▶ RECORDS FOR THIS EXERCISE

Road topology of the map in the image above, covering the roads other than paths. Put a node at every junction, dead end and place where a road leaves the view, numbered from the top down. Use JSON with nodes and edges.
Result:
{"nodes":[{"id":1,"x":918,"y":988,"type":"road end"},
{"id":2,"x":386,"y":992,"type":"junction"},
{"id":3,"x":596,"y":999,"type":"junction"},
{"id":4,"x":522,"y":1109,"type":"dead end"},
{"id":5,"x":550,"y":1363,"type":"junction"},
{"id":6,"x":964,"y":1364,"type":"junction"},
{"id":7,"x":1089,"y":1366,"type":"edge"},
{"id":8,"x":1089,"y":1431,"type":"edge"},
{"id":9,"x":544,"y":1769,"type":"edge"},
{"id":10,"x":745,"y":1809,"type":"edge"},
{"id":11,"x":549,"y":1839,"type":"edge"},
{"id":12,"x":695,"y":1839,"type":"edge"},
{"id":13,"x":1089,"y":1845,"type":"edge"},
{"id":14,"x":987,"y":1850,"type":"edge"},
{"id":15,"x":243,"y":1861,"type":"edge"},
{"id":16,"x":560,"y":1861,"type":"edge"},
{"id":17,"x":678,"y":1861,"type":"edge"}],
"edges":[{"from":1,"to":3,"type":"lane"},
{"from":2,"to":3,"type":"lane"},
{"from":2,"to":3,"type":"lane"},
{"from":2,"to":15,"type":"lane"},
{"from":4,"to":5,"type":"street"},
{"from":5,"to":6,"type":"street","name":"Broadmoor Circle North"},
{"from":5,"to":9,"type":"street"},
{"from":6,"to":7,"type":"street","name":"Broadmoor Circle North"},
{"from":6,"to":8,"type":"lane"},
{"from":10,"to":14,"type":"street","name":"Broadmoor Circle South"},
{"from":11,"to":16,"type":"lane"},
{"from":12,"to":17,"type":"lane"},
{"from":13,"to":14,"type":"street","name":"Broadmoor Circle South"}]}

▶ REQUIRED WORK
State only how many lines above contain "nodes".

▶ RESPONSE TO THE EXERCISE
2